I can't see going on in this darkness I'm blind beneath my cradle the bough has
broke, I exorcise my loss your lie the punishment

It takes time to try to mend the wounds of all the suffering,
What do I do now all I'm asking from you please Send me a sign to guide me
through the times that lie in front of me I'll get by myself

Look at me now, a piece of shit like you.
Look at me now, you left me so fuck you.

Everybody leaves me, everybody's gone.
Watch my father leave me, there's nobody left.
Feels like I've never been loved.
Everybody leaves me, never gave a shit about me.
Everybody's gone, I'll rot in my head alone.
I don't give a fuck about you, go the fuck away .
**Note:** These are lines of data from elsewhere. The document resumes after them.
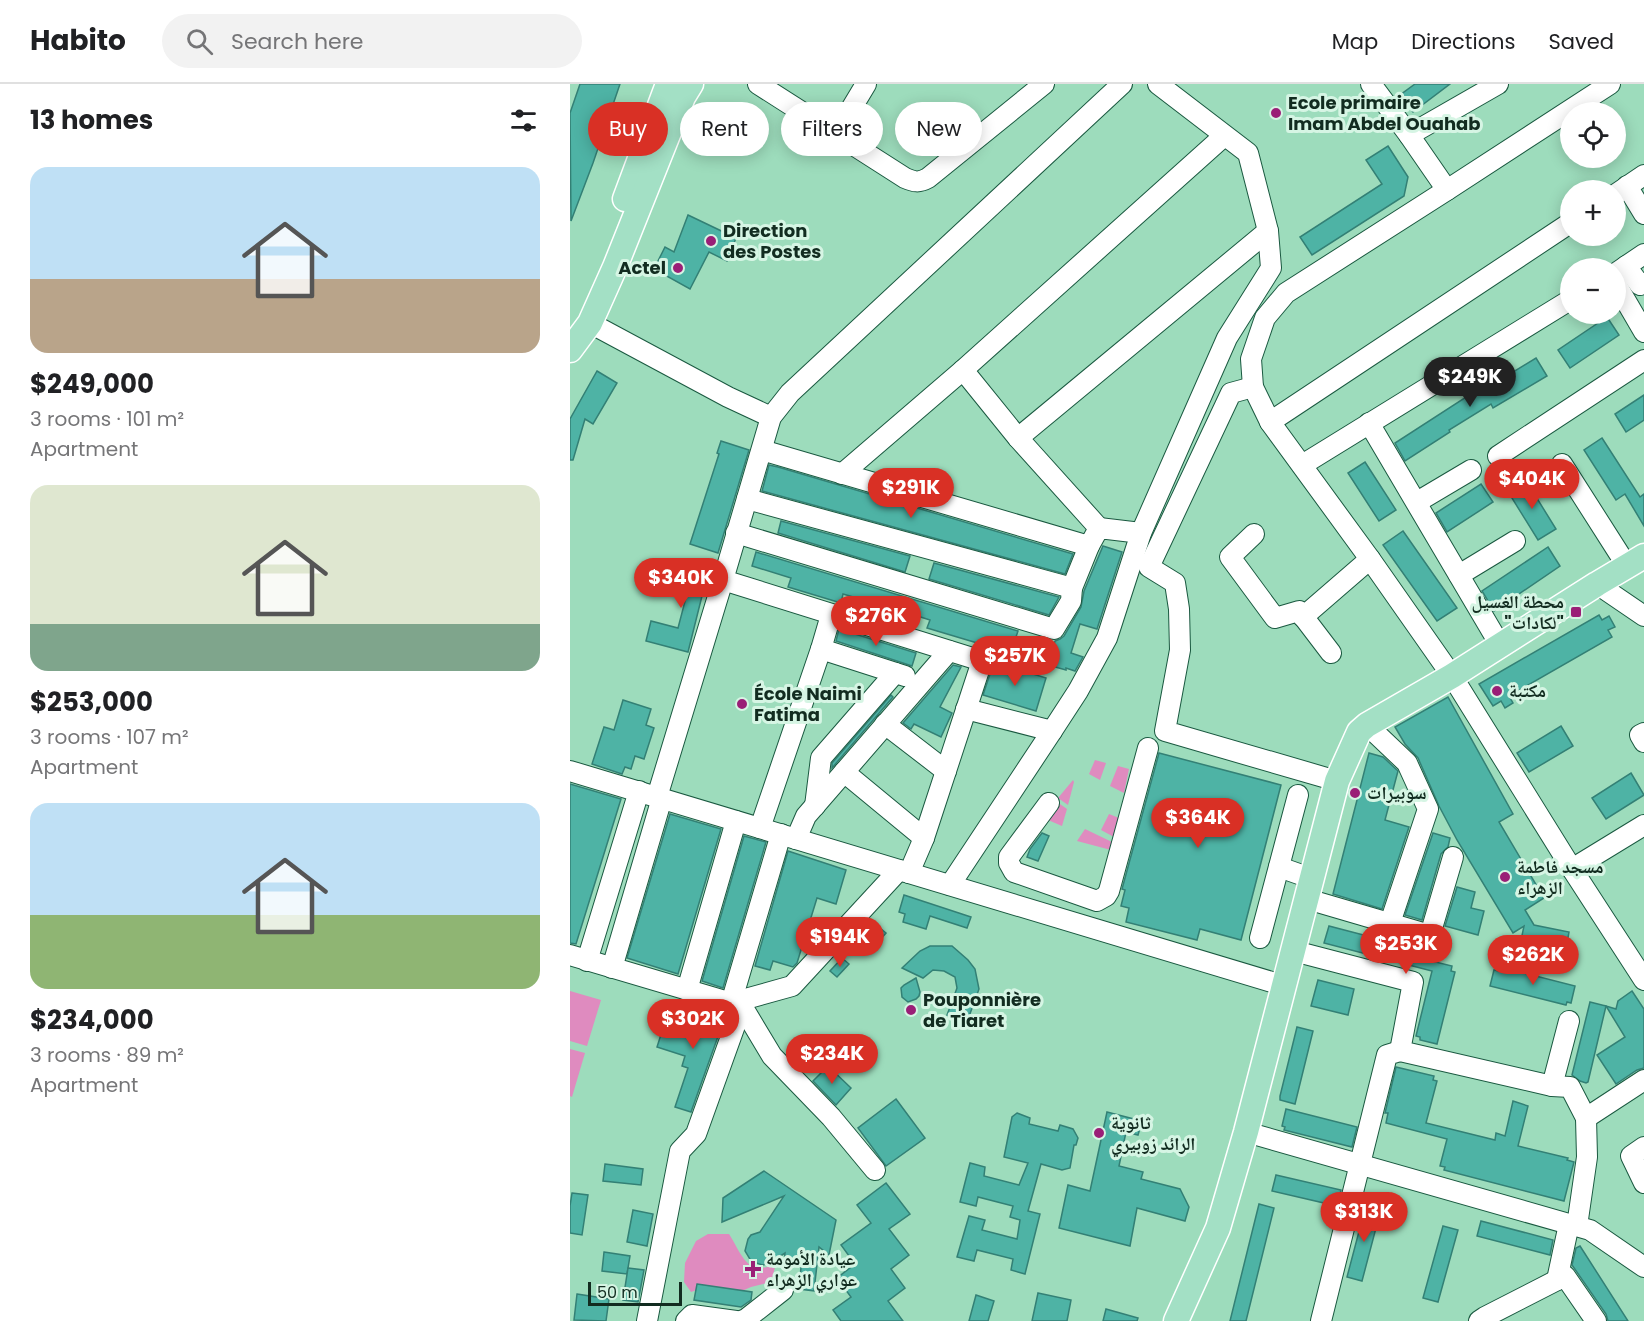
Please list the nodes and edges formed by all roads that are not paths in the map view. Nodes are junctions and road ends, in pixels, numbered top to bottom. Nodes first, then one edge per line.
1 (668, 84) edge
2 (691, 84) edge
3 (758, 84) edge
4 (865, 84) edge
5 (1044, 84) edge
6 (1122, 84) edge
7 (1158, 84) edge
8 (1371, 84) edge
9 (1498, 84) edge
10 (1610, 84) edge
11 (786, 102) edge
12 (855, 102) edge
13 (1409, 135) junction
14 (1224, 136) junction
15 (870, 156) edge
16 (1644, 175) edge
17 (1626, 187) edge
18 (1447, 190) junction
19 (1626, 195) edge
20 (1644, 214) edge
21 (1560, 230) edge
22 (1268, 231) junction
23 (1644, 254) edge
24 (1626, 266) edge
25 (1626, 273) edge
26 (1644, 283) edge
27 (1626, 301) edge
28 (1560, 306) edge
29 (590, 323) junction
30 (1644, 332) edge
31 (571, 347) edge
32 (1644, 360) edge
33 (963, 370) junction
34 (1253, 387) junction
35 (771, 417) junction
36 (1270, 422) junction
37 (1369, 423) junction
38 (1018, 438) junction
39 (762, 450) junction
40 (1498, 456) dead end
41 (1562, 464) dead end
42 (1302, 465) junction
43 (1471, 470) dead end
44 (842, 474) junction
45 (747, 498) junction
46 (1416, 502) junction
47 (1099, 528) junction
48 (736, 532) junction
49 (1141, 533) junction
50 (1254, 534) dead end
51 (1515, 541) dead end
52 (1089, 546) junction
53 (1370, 560) junction
54 (1636, 561) edge
55 (1459, 575) junction
56 (723, 580) junction
57 (1597, 584) junction
58 (1072, 588) junction
59 (831, 615) junction
60 (1644, 616) edge
61 (1304, 617) junction
62 (1500, 645) junction
63 (821, 649) junction
64 (949, 651) junction
65 (1331, 653) dead end
66 (895, 673) junction
67 (1452, 676) junction
68 (921, 682) junction
69 (966, 709) junction
70 (885, 724) junction
71 (1367, 725) junction
72 (1052, 731) junction
73 (1644, 733) edge
74 (1644, 742) edge
75 (1148, 748) dead end
76 (570, 771) edge
77 (946, 771) junction
78 (844, 772) junction
79 (1337, 781) junction
80 (1298, 795) dead end
81 (653, 796) junction
82 (1049, 803) dead end
83 (815, 806) junction
84 (736, 821) junction
85 (760, 828) junction
86 (1642, 831) edge
87 (789, 837) junction
88 (924, 838) junction
89 (1454, 857) dead end
90 (1279, 867) junction
91 (1572, 869) junction
92 (904, 871) junction
93 (950, 885) junction
94 (1310, 889) junction
95 (1097, 901) junction
96 (1390, 923) junction
97 (1089, 927) junction
98 (1260, 938) dead end
99 (1294, 951) junction
100 (579, 958) edge
101 (612, 968) junction
102 (1644, 980) edge
103 (1285, 986) junction
104 (687, 990) junction
105 (737, 1004) junction
106 (1569, 1021) dead end
107 (1400, 1052) junction
108 (1644, 1080) edge
109 (1552, 1086) junction
110 (1586, 1118) junction
111 (1246, 1132) junction
112 (1644, 1147) edge
113 (1359, 1165) junction
114 (875, 1170) dead end
115 (1644, 1183) edge
116 (1573, 1225) junction
117 (1644, 1268) edge
118 (1557, 1280) junction
119 (783, 1290) dead end
120 (647, 1321) edge
121 (686, 1321) edge
122 (736, 1321) edge
123 (741, 1321) edge
124 (1176, 1321) edge
125 (1321, 1321) edge
126 (1479, 1321) edge
127 (1596, 1321) edge

1 - 31 main road
2 - 29 main road
3 - 11 street
4 - 12 street
5 - 15 street
6 - 35 street
7 - 14 street
8 - 13 street
9 - 13 street
10 - 18 street
13 - 18 street
14 - 22 street
14 - 33 street
16 - 17 street
18 - 34 street
19 - 20 street
21 - 36 street
22 - 38 street
22 - 49 street
23 - 24 street
25 - 26 street
27 - 30 street
28 - 37 street
29 - 31 main road
29 - 35 street
32 - 40 street
33 - 38 street
33 - 44 street
34 - 36 street
34 - 79 street
35 - 39 street
36 - 42 street
37 - 42 street
37 - 46 street
38 - 47 street
39 - 44 street
39 - 45 street
41 - 54 street
42 - 53 street
43 - 46 street
44 - 52 street
45 - 48 street
45 - 58 street
46 - 55 street
47 - 49 street
47 - 52 street
48 - 56 street
48 - 58 street
49 - 72 street
50 - 61 street
51 - 55 street
52 - 58 street
53 - 61 street
53 - 67 street
54 - 57 main road
55 - 62 street
56 - 59 street
56 - 81 street
57 - 60 street
57 - 62 main road
59 - 63 street
59 - 64 street
61 - 65 street
62 - 67 main road
63 - 66 street
63 - 85 street
64 - 68 street
64 - 69 street
66 - 68 street
66 - 83 street
67 - 71 main road
67 - 91 street
68 - 70 street
69 - 72 street
69 - 77 street
70 - 77 street
70 - 78 street
71 - 79 main road
71 - 96 street
72 - 93 street
73 - 74 street
75 - 95 street
76 - 81 street
77 - 88 street
78 - 83 street
78 - 88 street
79 - 94 main road
80 - 90 street
81 - 84 street
81 - 100 street
81 - 101 street
82 - 95 street
83 - 87 street
84 - 85 street
84 - 104 street
85 - 87 street
86 - 91 street
87 - 92 street
87 - 105 street
88 - 92 street
89 - 96 street
90 - 94 street
90 - 98 street
91 - 102 street
92 - 93 street
92 - 105 street
93 - 97 street
94 - 96 street
94 - 99 main road
95 - 97 street
97 - 103 street
99 - 103 main road
99 - 107 street
100 - 101 street
101 - 104 street
103 - 111 main road
104 - 105 street
105 - 114 street
105 - 120 street
106 - 109 street
107 - 109 street
107 - 113 street
108 - 110 street
109 - 110 street
110 - 116 street
111 - 113 street
111 - 124 main road
112 - 115 street
113 - 116 street
113 - 125 street
116 - 117 street
116 - 118 street
118 - 126 street
118 - 127 street
119 - 123 street
121 - 122 street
Fake being, inside of my heart you are the liar.
Innocence displaced.
Been left.

Here I stand now and I'm alone,
With no one to comfort me.
One set of footprints in the sand.
No one to take my hand, I'll .
I'll walk through as long as I need.
I'll drift through my life though I'm alone.
Outgrown the cradle that once housed me
And I've found that all I need is
Me.

Found I've never needed you to push through
All the shit that stacks up inside of my life.
Endless plight that circulates through my body.
I'll keep stumbling, beating, pummeling
Teething on the rind and renounce my being.

I can't see going on.

I can't see
I'm so tired, of trying to mend the wounds of all my suffering.
What do I do now?
All I'm asking from you please,
Send me a sign
To guide me through the times that lie in front of me.